▶ YOUR ASSIGNMENT: Print out the data precisely as it appears here, with no pictures.

*** Opening SOURCE MATERIAL ***

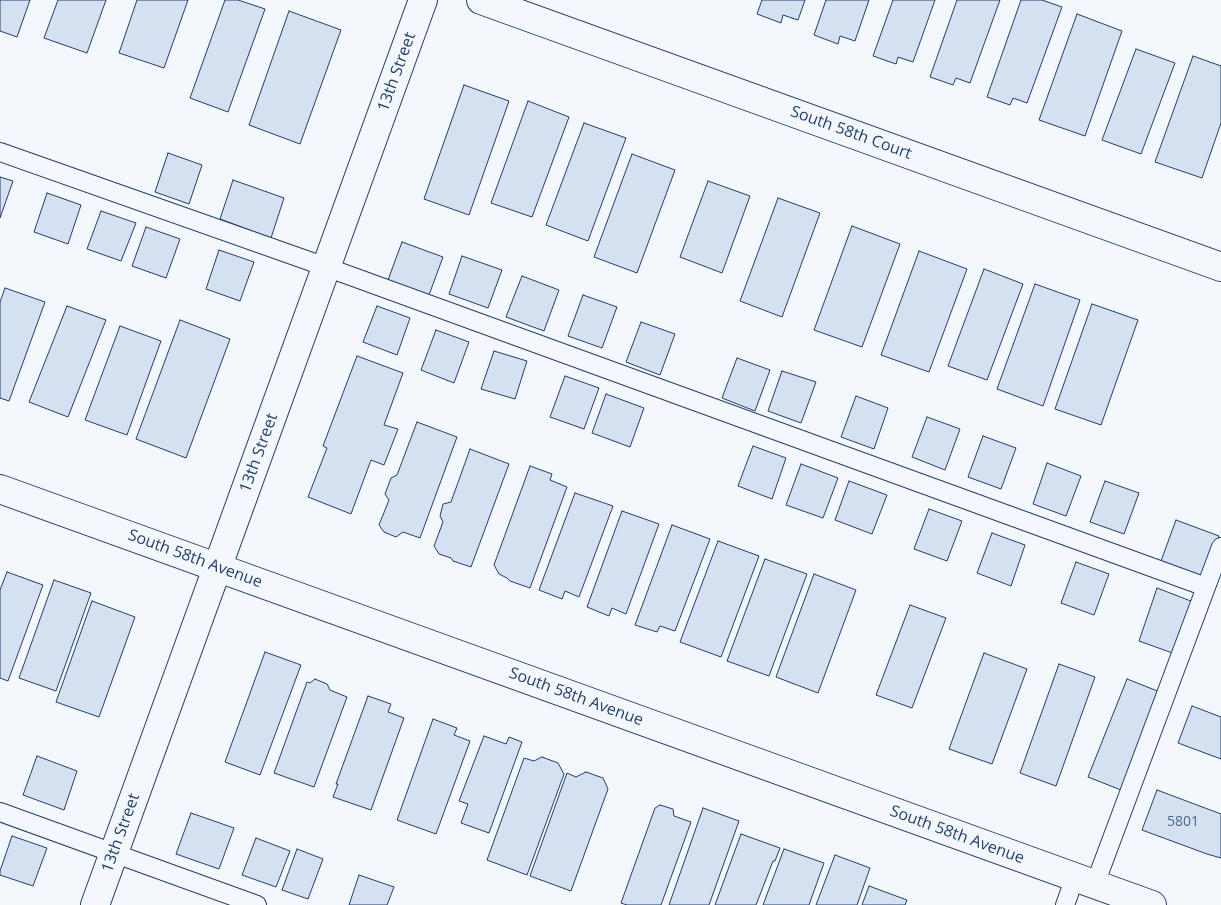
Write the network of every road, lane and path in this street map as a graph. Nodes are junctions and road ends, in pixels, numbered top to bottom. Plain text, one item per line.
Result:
1 (423, 0) edge
2 (481, 0) edge
3 (0, 152) edge
4 (1221, 266) edge
5 (326, 267) junction
6 (0, 489) edge
7 (1221, 547) edge
8 (217, 567) junction
9 (1206, 587) junction
10 (0, 812) edge
11 (114, 854) junction
12 (1085, 881) junction
13 (95, 905) edge
14 (257, 905) edge
15 (1065, 905) edge
16 (1152, 905) edge

1 - 5 street, 13th Street
2 - 4 street, South 58th Court
3 - 5 lane
5 - 8 street, 13th Street
5 - 9 lane
6 - 8 street, South 58th Avenue
7 - 9 lane
8 - 11 street, 13th Street
8 - 12 street, South 58th Avenue
9 - 12 lane
10 - 11 lane
11 - 13 street, 13th Street
11 - 14 lane
12 - 15 lane
12 - 16 street, South 58th Avenue

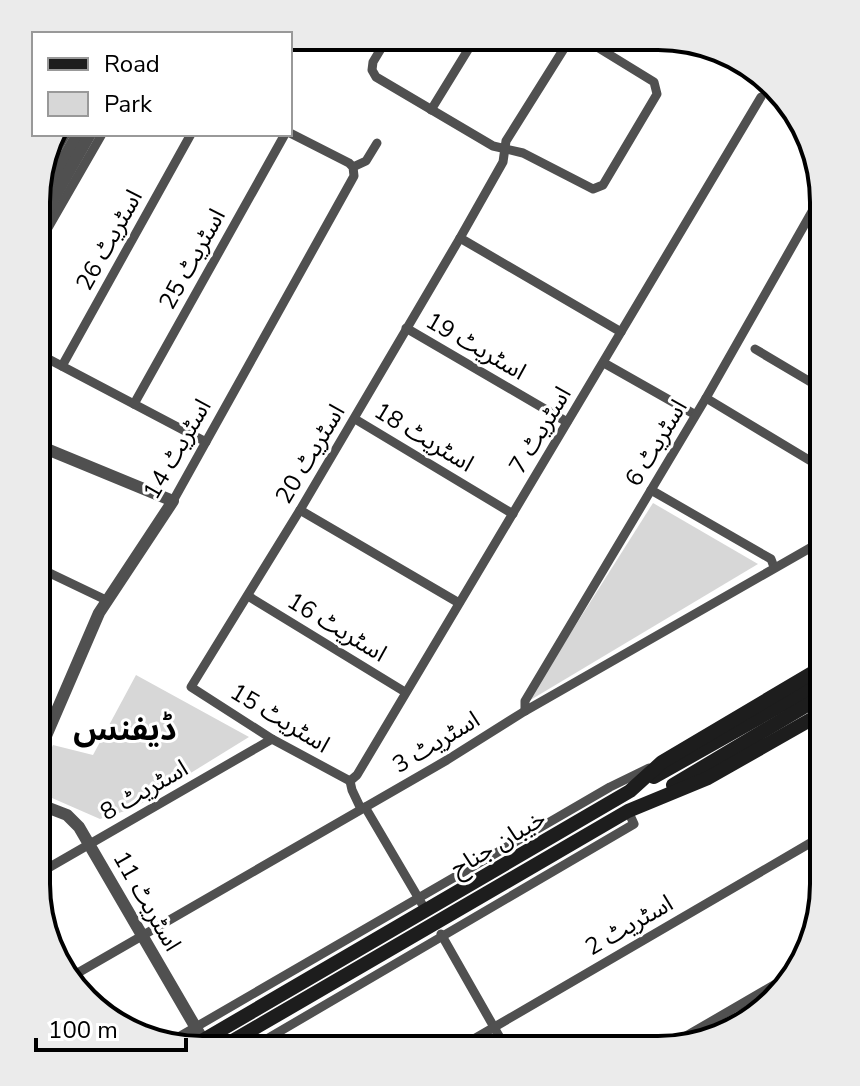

*** Closing SOURCE MATERIAL ***

▶ EXERCISE RESPONSE:
Write the network of every road, lane and path in this street map as a graph. Nodes are junctions and road ends, in pixels, numbered top to bottom. Plain text, one item per line.
Result:
1 (423, 0) edge
2 (481, 0) edge
3 (0, 152) edge
4 (1221, 266) edge
5 (326, 267) junction
6 (0, 489) edge
7 (1221, 547) edge
8 (217, 567) junction
9 (1206, 587) junction
10 (0, 812) edge
11 (114, 854) junction
12 (1085, 881) junction
13 (95, 905) edge
14 (257, 905) edge
15 (1065, 905) edge
16 (1152, 905) edge

1 - 5 street, 13th Street
2 - 4 street, South 58th Court
3 - 5 lane
5 - 8 street, 13th Street
5 - 9 lane
6 - 8 street, South 58th Avenue
7 - 9 lane
8 - 11 street, 13th Street
8 - 12 street, South 58th Avenue
9 - 12 lane
10 - 11 lane
11 - 13 street, 13th Street
11 - 14 lane
12 - 15 lane
12 - 16 street, South 58th Avenue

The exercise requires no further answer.